An aerial photo of the recently renovated and rebranded apartment complex LIV at Winter Park.
An aerial photo of the recently renovated and rebranded apartment complex LIV at Winter Park. (winterparkflapartments.com)

New York multifamily investment firm Ashcroft Capital just made its Orlando market entry with the purchase of a recently renovated apartment complex that shares a Winter Park zip code.

The 278-unit rental community at 4755 N. Goldenrod Rd. sold for $49 million, according to a deed recently recorded in Orange County. The deal breaks down to nearly $176,260 per unit.


Massachusetts-based Aspen Square Management is the seller. Prior to the trade, the company poured about $4 million into renovating the lakefront complex.

Ashcroft founder and managing partner Frank Roessler told GrowthSpotter the company forged a strategy to expand its holdings in markets throughout the nation that show a “desirability to live, favorable tax treatment and strong rent and population growth.”

A photo of the the pool area at LIV at Winter Park.
A photo of the the pool area at LIV at Winter Park. (winterparkflapartments.com)

He compares the Orlando MSA to the Dallas-Fort Worth metropolitan area, where Roessler said the company has established a large footprint.

“We didn’t just throw a dart on the map,” Roessler said. “We looked at a lot of markets and Orlando was top of the list.”

Ashcroft also recently bought apartment communities in Jacksonville and Tampa as part of their market entry into Florida. Roessler said the firm aims to acquire 5,000 multifamily units across Central Florida in the next three years. It manages a portfolio valued at about $740 million, according to its website.

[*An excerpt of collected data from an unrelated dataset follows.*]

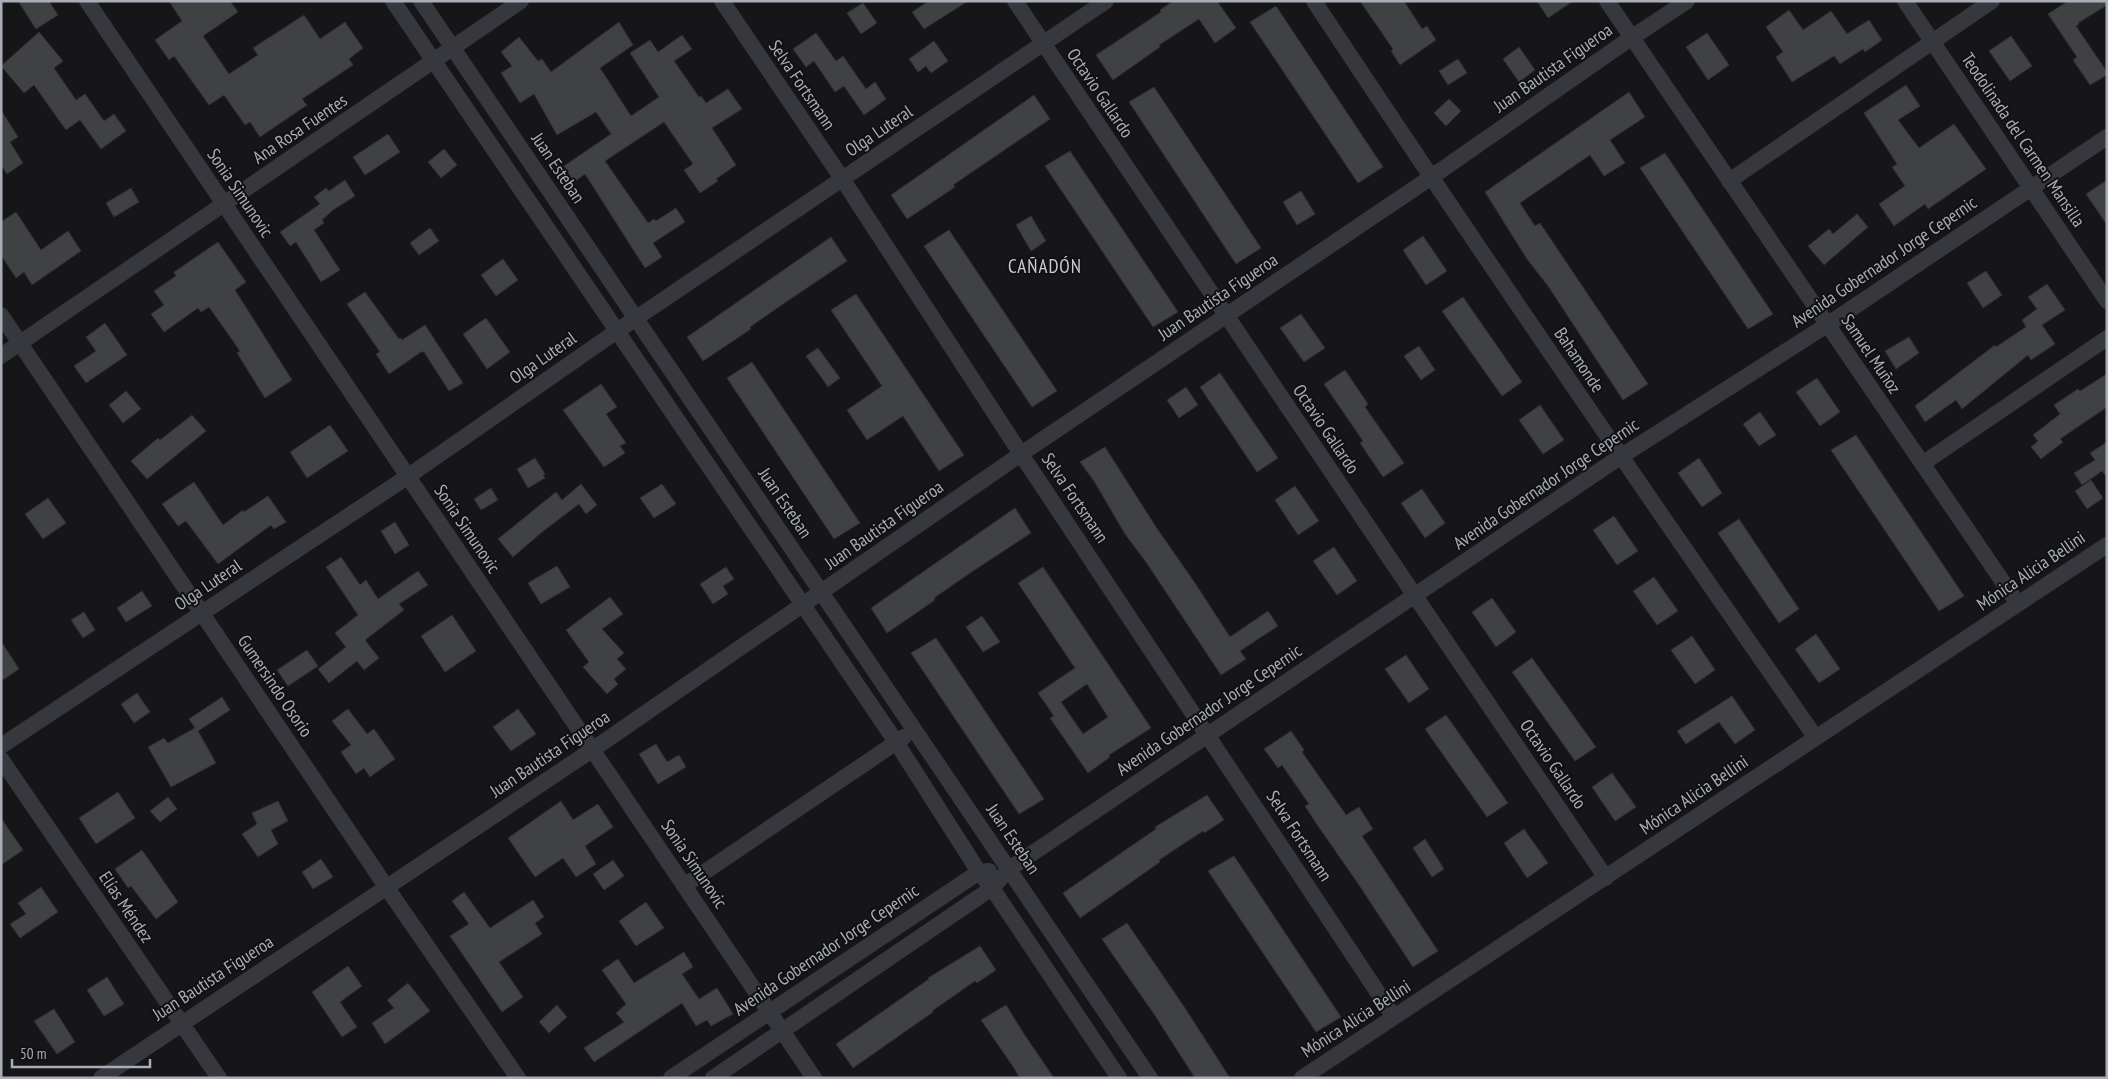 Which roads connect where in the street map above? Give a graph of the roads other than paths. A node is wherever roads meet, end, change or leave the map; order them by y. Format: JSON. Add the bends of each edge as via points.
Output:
{"nodes":[{"id":1,"x":87,"y":1,"type":"edge"},
{"id":2,"x":393,"y":1,"type":"edge"},
{"id":3,"x":421,"y":1,"type":"edge"},
{"id":4,"x":521,"y":1,"type":"edge"},
{"id":5,"x":722,"y":1,"type":"edge"},
{"id":6,"x":1015,"y":1,"type":"edge"},
{"id":7,"x":1106,"y":1,"type":"edge"},
{"id":8,"x":1314,"y":1,"type":"edge"},
{"id":9,"x":1607,"y":1,"type":"edge"},
{"id":10,"x":1687,"y":1,"type":"edge"},
{"id":11,"x":1905,"y":1,"type":"edge"},
{"id":12,"x":1992,"y":1,"type":"edge"},
{"id":13,"x":1631,"y":38,"type":"junction"},
{"id":14,"x":1932,"y":42,"type":"junction"},
{"id":15,"x":1043,"y":44,"type":"junction"},
{"id":16,"x":452,"y":48,"type":"junction"},
{"id":17,"x":434,"y":61,"type":"junction"},
{"id":18,"x":2107,"y":137,"type":"edge"},
{"id":19,"x":1430,"y":178,"type":"junction"},
{"id":20,"x":843,"y":180,"type":"junction"},
{"id":21,"x":1729,"y":180,"type":"junction"},
{"id":22,"x":2030,"y":188,"type":"junction"},
{"id":23,"x":224,"y":205,"type":"junction"},
{"id":24,"x":2107,"y":301,"type":"edge"},
{"id":25,"x":1,"y":316,"type":"edge"},
{"id":26,"x":1226,"y":316,"type":"junction"},
{"id":27,"x":636,"y":318,"type":"junction"},
{"id":28,"x":1827,"y":325,"type":"junction"},
{"id":29,"x":617,"y":331,"type":"junction"},
{"id":30,"x":2107,"y":338,"type":"edge"},
{"id":31,"x":20,"y":344,"type":"junction"},
{"id":32,"x":1,"y":356,"type":"edge"},
{"id":33,"x":1021,"y":454,"type":"junction"},
{"id":34,"x":1620,"y":457,"type":"junction"},
{"id":35,"x":1922,"y":464,"type":"junction"},
{"id":36,"x":407,"y":477,"type":"junction"},
{"id":37,"x":2107,"y":545,"type":"edge"},
{"id":38,"x":821,"y":592,"type":"junction"},
{"id":39,"x":1414,"y":596,"type":"junction"},
{"id":40,"x":2018,"y":604,"type":"junction"},
{"id":41,"x":803,"y":605,"type":"junction"},
{"id":42,"x":202,"y":613,"type":"junction"},
{"id":43,"x":914,"y":730,"type":"junction"},
{"id":44,"x":1209,"y":735,"type":"junction"},
{"id":45,"x":1816,"y":738,"type":"junction"},
{"id":46,"x":896,"y":742,"type":"junction"},
{"id":47,"x":1,"y":746,"type":"edge"},
{"id":48,"x":592,"y":750,"type":"junction"},
{"id":49,"x":1,"y":759,"type":"edge"},
{"id":50,"x":1009,"y":869,"type":"junction"},
{"id":51,"x":979,"y":872,"type":"junction"},
{"id":52,"x":1606,"y":878,"type":"junction"},
{"id":53,"x":684,"y":886,"type":"junction"},
{"id":54,"x":387,"y":888,"type":"junction"},
{"id":55,"x":992,"y":888,"type":"junction"},
{"id":56,"x":770,"y":1012,"type":"junction"},
{"id":57,"x":1394,"y":1017,"type":"junction"},
{"id":58,"x":181,"y":1023,"type":"junction"},
{"id":59,"x":782,"y":1030,"type":"junction"},
{"id":60,"x":101,"y":1078,"type":"edge"},
{"id":61,"x":219,"y":1078,"type":"edge"},
{"id":62,"x":518,"y":1078,"type":"edge"},
{"id":63,"x":671,"y":1078,"type":"edge"},
{"id":64,"x":713,"y":1078,"type":"edge"},
{"id":65,"x":814,"y":1078,"type":"edge"},
{"id":66,"x":1119,"y":1078,"type":"edge"},
{"id":67,"x":1150,"y":1078,"type":"edge"},
{"id":68,"x":1302,"y":1078,"type":"edge"}],
"edges":[{"from":1,"to":23,"type":"street","name":"Sonia Simunovic"},
{"from":2,"to":17,"type":"street"},
{"from":3,"to":16,"type":"street","name":"Juan Esteban"},
{"from":4,"to":16,"type":"street","name":"Ana Rosa Fuentes"},
{"from":5,"to":20,"type":"street","name":"Selva Fortsmann"},
{"from":6,"to":15,"type":"street","name":"Octavio Gallardo"},
{"from":7,"to":15,"type":"street","name":"Olga Luteral"},
{"from":8,"to":19,"type":"street","name":"Bahamonde"},
{"from":9,"to":13,"type":"street","name":"Samuel Muñoz"},
{"from":10,"to":13,"type":"street","name":"Juan Bautista Figueroa"},
{"from":11,"to":14,"type":"street","name":"Teodolinada del Carmen Mansilla"},
{"from":12,"to":14,"type":"street"},
{"from":13,"to":19,"type":"street","name":"Juan Bautista Figueroa"},
{"from":13,"to":21,"type":"street","name":"Samuel Muñoz"},
{"from":14,"to":21,"type":"street"},
{"from":14,"to":22,"type":"street","name":"Teodolinada del Carmen Mansilla"},
{"from":15,"to":20,"type":"street","name":"Olga Luteral"},
{"from":15,"to":26,"type":"street","name":"Octavio Gallardo"},
{"from":16,"to":17,"type":"street","name":"Ana Rosa Fuentes"},
{"from":16,"to":27,"type":"street","name":"Juan Esteban"},
{"from":17,"to":23,"type":"street","name":"Ana Rosa Fuentes"},
{"from":17,"to":29,"type":"street"},
{"from":18,"to":22,"type":"street","name":"Avenida Gobernador Jorge Cepernic"},
{"from":19,"to":26,"type":"street","name":"Juan Bautista Figueroa"},
{"from":19,"to":34,"type":"street","name":"Bahamonde"},
{"from":20,"to":27,"type":"street","name":"Olga Luteral"},
{"from":20,"to":33,"type":"street","name":"Selva Fortsmann"},
{"from":21,"to":28,"type":"street","name":"Samuel Muñoz"},
{"from":22,"to":24,"type":"street","name":"Teodolinada del Carmen Mansilla"},
{"from":22,"to":28,"type":"street","name":"Avenida Gobernador Jorge Cepernic"},
{"from":23,"to":31,"type":"street","name":"Ana Rosa Fuentes"},
{"from":23,"to":36,"type":"street","name":"Sonia Simunovic"},
{"from":25,"to":31,"type":"street","name":"Gumersindo Osorio"},
{"from":26,"to":33,"type":"street","name":"Juan Bautista Figueroa"},
{"from":26,"to":39,"type":"street","name":"Octavio Gallardo"},
{"from":27,"to":29,"type":"street","name":"Olga Luteral"},
{"from":27,"to":38,"type":"street","name":"Juan Esteban"},
{"from":28,"to":34,"type":"street","name":"Avenida Gobernador Jorge Cepernic"},
{"from":28,"to":35,"type":"street","name":"Samuel Muñoz"},
{"from":29,"to":36,"type":"street","name":"Olga Luteral"},
{"from":29,"to":41,"type":"street"},
{"from":30,"to":35,"type":"street"},
{"from":31,"to":32,"type":"street","name":"Ana Rosa Fuentes"},
{"from":31,"to":42,"type":"street","name":"Gumersindo Osorio"},
{"from":33,"to":38,"type":"street","name":"Juan Bautista Figueroa"},
{"from":33,"to":44,"type":"street","name":"Selva Fortsmann"},
{"from":34,"to":39,"type":"street","name":"Avenida Gobernador Jorge Cepernic"},
{"from":34,"to":45,"type":"street","name":"Bahamonde"},
{"from":35,"to":40,"type":"street","name":"Samuel Muñoz"},
{"from":36,"to":42,"type":"street","name":"Olga Luteral"},
{"from":36,"to":48,"type":"street","name":"Sonia Simunovic"},
{"from":37,"to":40,"type":"street","name":"Mónica Alicia Bellini"},
{"from":38,"to":41,"type":"street","name":"Juan Bautista Figueroa"},
{"from":38,"to":43,"type":"street","name":"Juan Esteban"},
{"from":39,"to":44,"type":"street","name":"Avenida Gobernador Jorge Cepernic"},
{"from":39,"to":52,"type":"street","name":"Octavio Gallardo"},
{"from":40,"to":45,"type":"street","name":"Mónica Alicia Bellini"},
{"from":41,"to":46,"type":"street"},
{"from":41,"to":48,"type":"street","name":"Juan Bautista Figueroa"},
{"from":42,"to":47,"type":"street","name":"Olga Luteral"},
{"from":42,"to":54,"type":"street","name":"Gumersindo Osorio"},
{"from":43,"to":46,"type":"street"},
{"from":43,"to":50,"type":"street","name":"Juan Esteban"},
{"from":44,"to":50,"type":"street","name":"Avenida Gobernador Jorge Cepernic"},
{"from":44,"to":57,"type":"street","name":"Selva Fortsmann"},
{"from":45,"to":52,"type":"street","name":"Mónica Alicia Bellini"},
{"from":46,"to":51,"type":"street"},
{"from":46,"to":53,"type":"street"},
{"from":48,"to":53,"type":"street","name":"Sonia Simunovic"},
{"from":48,"to":54,"type":"street","name":"Juan Bautista Figueroa"},
{"from":49,"to":58,"type":"street","name":"Elías Méndez"},
{"from":50,"to":51,"type":"street","name":"Avenida Gobernador Jorge Cepernic"},
{"from":50,"to":55,"type":"street","name":"Avenida Gobernador Jorge Cepernic"},
{"from":50,"to":67,"type":"street","name":"Juan Esteban"},
{"from":51,"to":55,"type":"street"},
{"from":51,"to":56,"type":"street","name":"Avenida Gobernador Jorge Cepernic"},
{"from":52,"to":57,"type":"street","name":"Mónica Alicia Bellini"},
{"from":53,"to":56,"type":"street","name":"Sonia Simunovic"},
{"from":54,"to":58,"type":"street","name":"Juan Bautista Figueroa"},
{"from":54,"to":62,"type":"street","name":"Gumersindo Osorio"},
{"from":55,"to":59,"type":"street","name":"Avenida Gobernador Jorge Cepernic"},
{"from":55,"to":66,"type":"street"},
{"from":56,"to":59,"type":"street","name":"Sonia Simunovic"},
{"from":56,"to":63,"type":"street","name":"Avenida Gobernador Jorge Cepernic"},
{"from":57,"to":68,"type":"street","name":"Mónica Alicia Bellini"},
{"from":58,"to":60,"type":"street","name":"Juan Bautista Figueroa"},
{"from":58,"to":61,"type":"street","name":"Elías Méndez"},
{"from":59,"to":64,"type":"street","name":"Avenida Gobernador Jorge Cepernic"},
{"from":59,"to":65,"type":"street","name":"Sonia Simunovic"}]}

The firm specializes in repositioning value-add properties through renovations and rebranding efforts. It rebranded the Amber Lakes apartment community in the Orlando Metro to LIV at Winter Park.

Berkadia’s Cole Whitaker and Mary Beale represented the seller in the deal. The community was built in 1973, and Whitaker said this deal marks one of the highest prices paid on a per unit basis for a multifamily property in the class.

Find out where the multifamily investor's latest purchase ranks among its Metro Orlando holdings, and why it find the market so appealing.

“Sales in that age group typically trade between $126,000 per unit to $132,000 per unit," he said. “What’s unique about this property is that it’s a Winter Park lakefront concrete block apartment project and rehab property that has big rents.”

Units at the rental complex averaged 810 square feet with rents averaging about $1,366 a month.

Apartments feature recently upgraded appliances, spacious closets with built-in shelving and screened patios. Amenities include a 24-hour fitness center, game room. dog park, resort-style swimming pool and a recreational beach area with paddle board and kayak rentals.

Residents also have access to a walkway that connects them to the neighboring Orlando Magic Recreation Center. Whitaker said about 45 percent of tenants are affiliated with Full Sail University.

Last year, GrowthSpotter reported that TruAmerica Multifamily bought the nearby Solis at Winter Park apartment complex along Goldenrod Road for $79 million. The deal for the 596-unit rental community at 7502 Sun Key Blvd. broke down to about $132,550 per unit.